» **Work task**
Scan the entries for lines with the word "Нарын", then copy those lines.

***** Given data *****

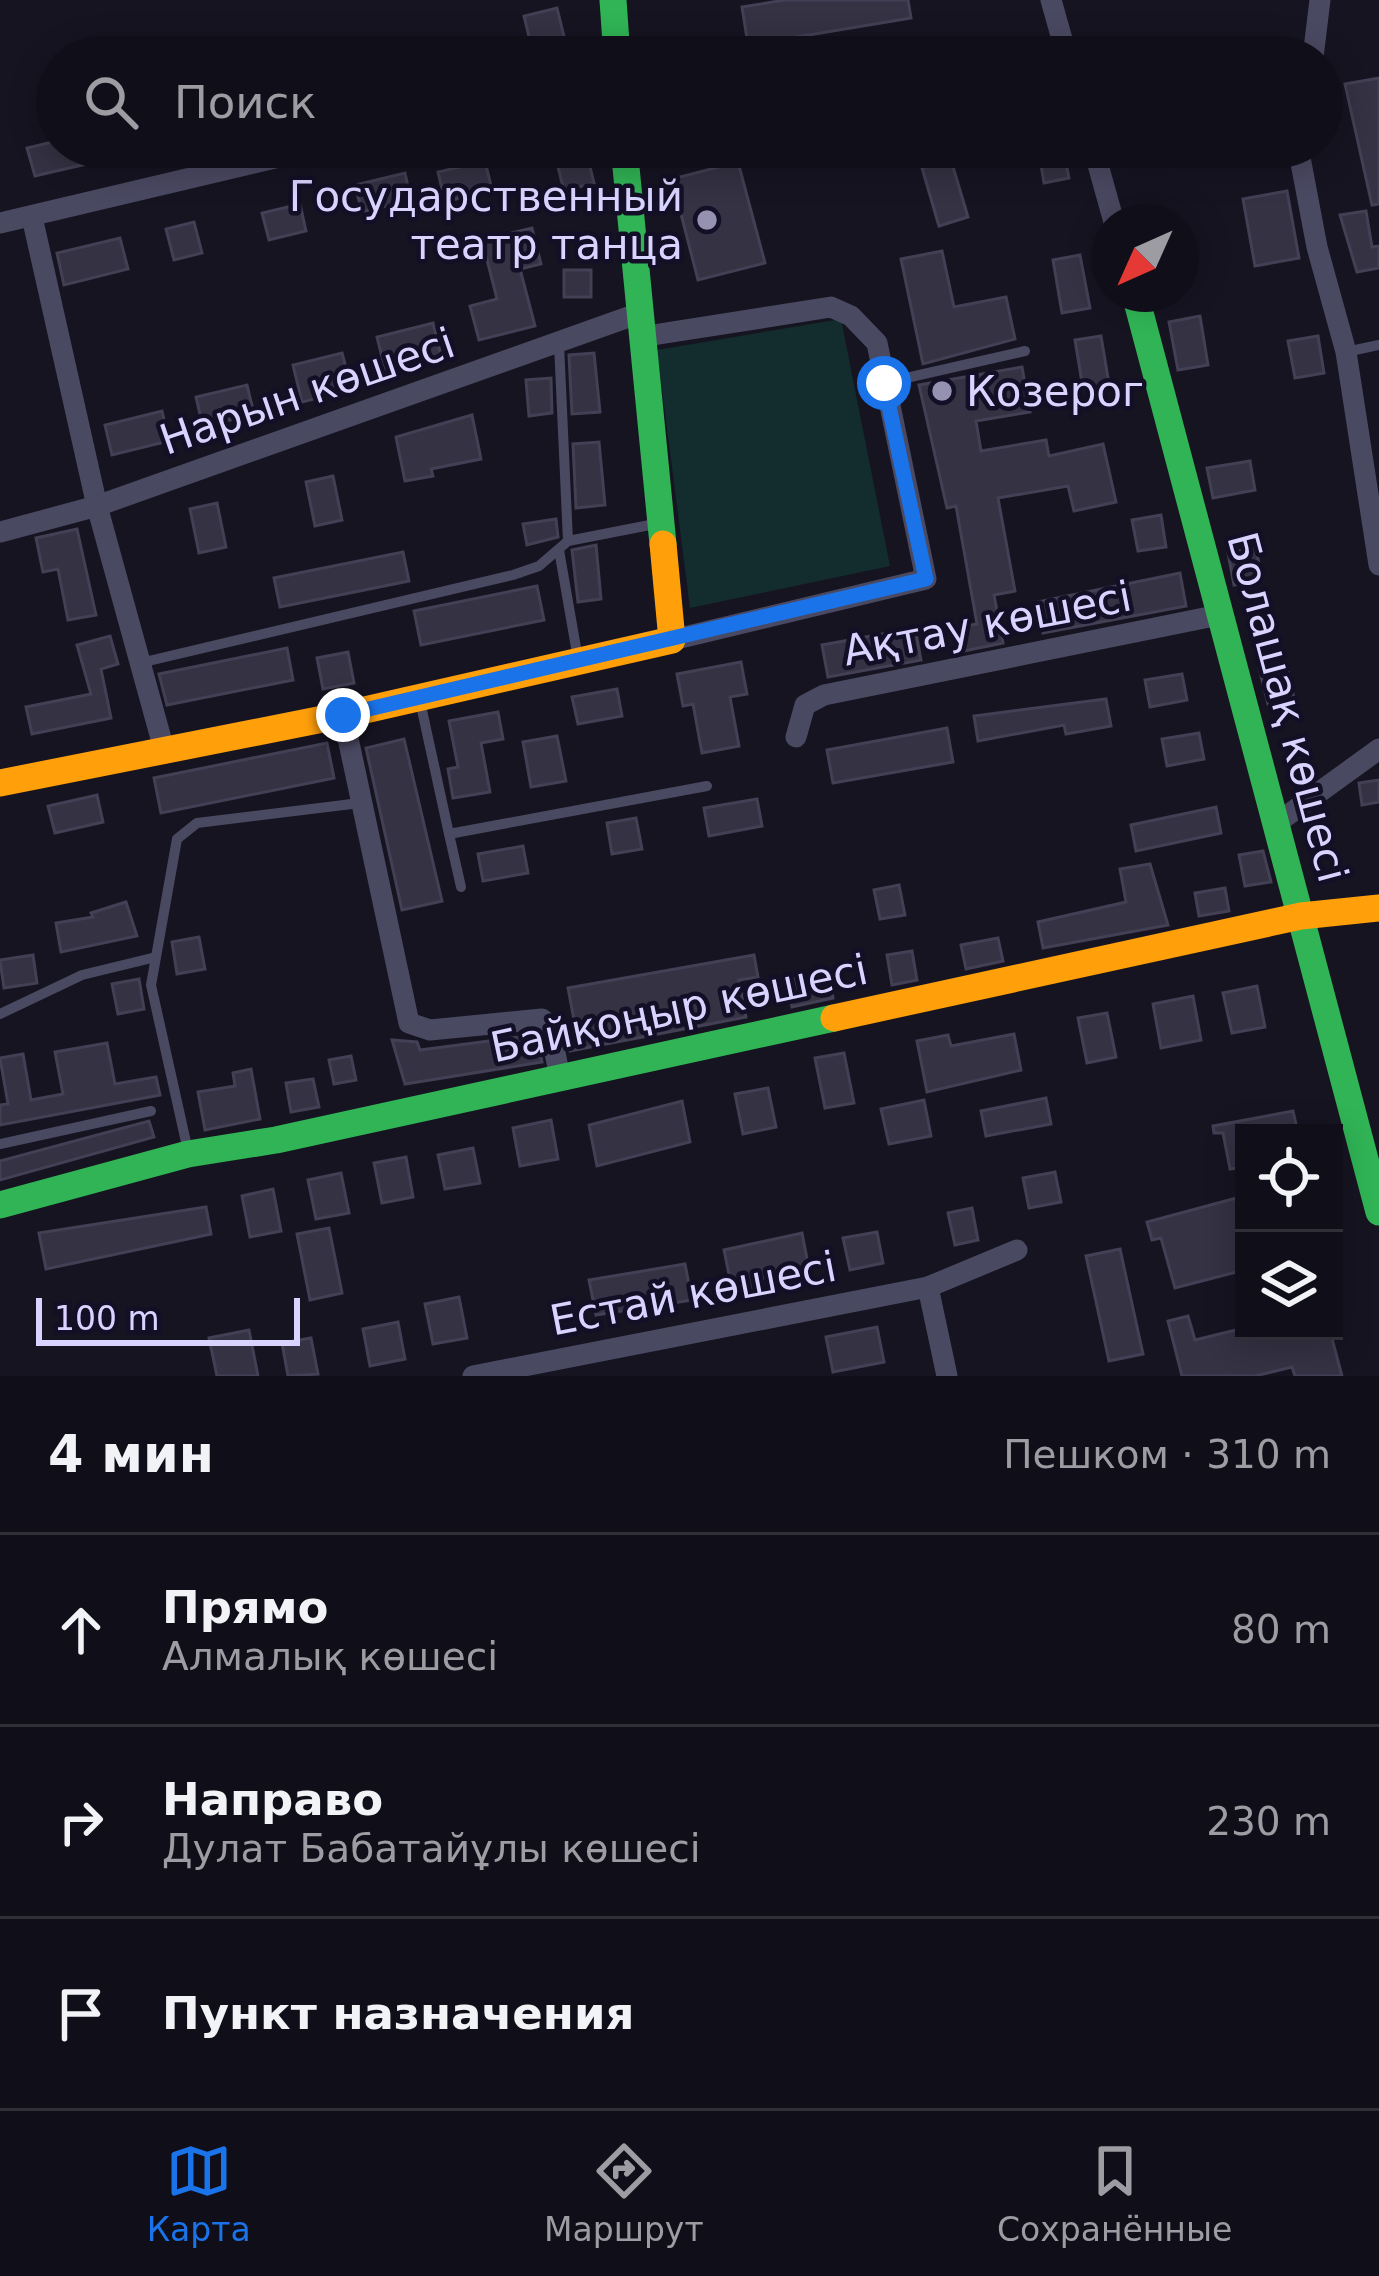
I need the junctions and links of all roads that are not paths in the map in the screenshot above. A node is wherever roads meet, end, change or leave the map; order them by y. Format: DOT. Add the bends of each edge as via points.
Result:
graph roads {
  1 [pos="613,0"];
  2 [pos="1051,0"];
  3 [pos="1320,0"];
  4 [pos="616,36"];
  5 [pos="1061,36"];
  6 [pos="1316,36"];
  7 [pos="216,168"];
  8 [pos="625,168"];
  9 [pos="1099,168"];
  10 [pos="1302,168"];
  11 [pos="1109,204"];
  12 [pos="32,218"];
  13 [pos="0,223"];
  14 [pos="1140,312"];
  15 [pos="638,326"];
  16 [pos="559,344"];
  17 [pos="1379,345"];
  18 [pos="1025,351"];
  19 [pos="1346,352"];
  20 [pos="884,383"];
  21 [pos="97,506"];
  22 [pos="659,524"];
  23 [pos="0,532"];
  24 [pos="563,546"];
  25 [pos="1379,566"];
  26 [pos="1220,616"];
  27 [pos="672,640"];
  28 [pos="578,662"];
  29 [pos="140,663"];
  30 [pos="420,698"];
  31 [pos="343,715"];
  32 [pos="796,737"];
  33 [pos="1379,749"];
  34 [pos="165,753"];
  35 [pos="0,783"];
  36 [pos="707,786"];
  37 [pos="361,802"];
  38 [pos="1274,825"];
  39 [pos="449,834"];
  40 [pos="461,887"];
  41 [pos="1379,908"];
  42 [pos="1301,916"];
  43 [pos="152,958"];
  44 [pos="0,1014"];
  45 [pos="560,1078"];
  46 [pos="151,1112"];
  47 [pos="0,1144"];
  48 [pos="188,1154"];
  49 [pos="0,1205"];
  50 [pos="1379,1212"];
  51 [pos="1017,1250"];
  52 [pos="928,1287"];
  53 [pos="473,1376"];
  54 [pos="947,1376"];
  1 -- 4 [label="street"];
  2 -- 5 [label="street"];
  3 -- 6 [label="street"];
  7 -- 12 [label="street"];
  8 -- 15 [label="street"];
  9 -- 11 [label="street"];
  10 -- 19 [label="street"];
  12 -- 13 [label="street"];
  12 -- 21 [label="street"];
  14 -- 26 [label="street, Болашақ көшесі"];
  15 -- 16 [label="street, Нарын көшесі"];
  15 -- 20 [label="street, Нарын көшесі" via="831,307 877,343"];
  15 -- 22 [label="street"];
  16 -- 21 [label="street, Нарын көшесі"];
  16 -- 24 [label="lane"];
  17 -- 19 [label="lane"];
  18 -- 20 [label="lane"];
  19 -- 25 [label="street"];
  20 -- 27 [label="street, Нарын көшесі" via="926,579"];
  21 -- 23 [label="street, Нарын көшесі"];
  21 -- 29 [label="street"];
  22 -- 24 [label="lane"];
  22 -- 27 [label="street"];
  24 -- 28 [label="lane"];
  24 -- 29 [label="lane" via="513,575"];
  26 -- 32 [label="street, Ақтау көшесі" via="824,695 805,705"];
  26 -- 38 [label="street, Болашақ көшесі"];
  27 -- 28 [label="street"];
  28 -- 30 [label="street"];
  29 -- 34 [label="street"];
  30 -- 31 [label="street"];
  30 -- 39 [label="lane"];
  31 -- 34 [label="street"];
  31 -- 37 [label="street"];
  33 -- 38 [label="street"];
  34 -- 35 [label="street"];
  36 -- 39 [label="lane"];
  37 -- 43 [label="lane" via="188,827 177,838"];
  37 -- 45 [label="street" via="409,1023 430,1030 542,1019"];
  38 -- 42 [label="street, Болашақ көшесі"];
  39 -- 40 [label="lane"];
  41 -- 42 [label="street, Байқоңыр көшесі"];
  42 -- 45 [label="street, Байқоңыр көшесі"];
  42 -- 50 [label="street, Болашақ көшесі"];
  43 -- 44 [label="lane" via="82,975"];
  43 -- 48 [label="lane" via="151,986"];
  45 -- 48 [label="street, Байқоңыр көшесі"];
  46 -- 47 [label="lane"];
  48 -- 49 [label="street, Байқоңыр көшесі"];
  51 -- 52 [label="street, Естай көшесі"];
  52 -- 53 [label="street, Естай көшесі"];
  52 -- 54 [label="street"];
}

*****

» **Response to this exercise**
  15 -- 16 [label="street, Нарын көшесі"];
  15 -- 20 [label="street, Нарын көшесі" via="831,307 877,343"];
  16 -- 21 [label="street, Нарын көшесі"];
  20 -- 27 [label="street, Нарын көшесі" via="926,579"];
  21 -- 23 [label="street, Нарын көшесі"];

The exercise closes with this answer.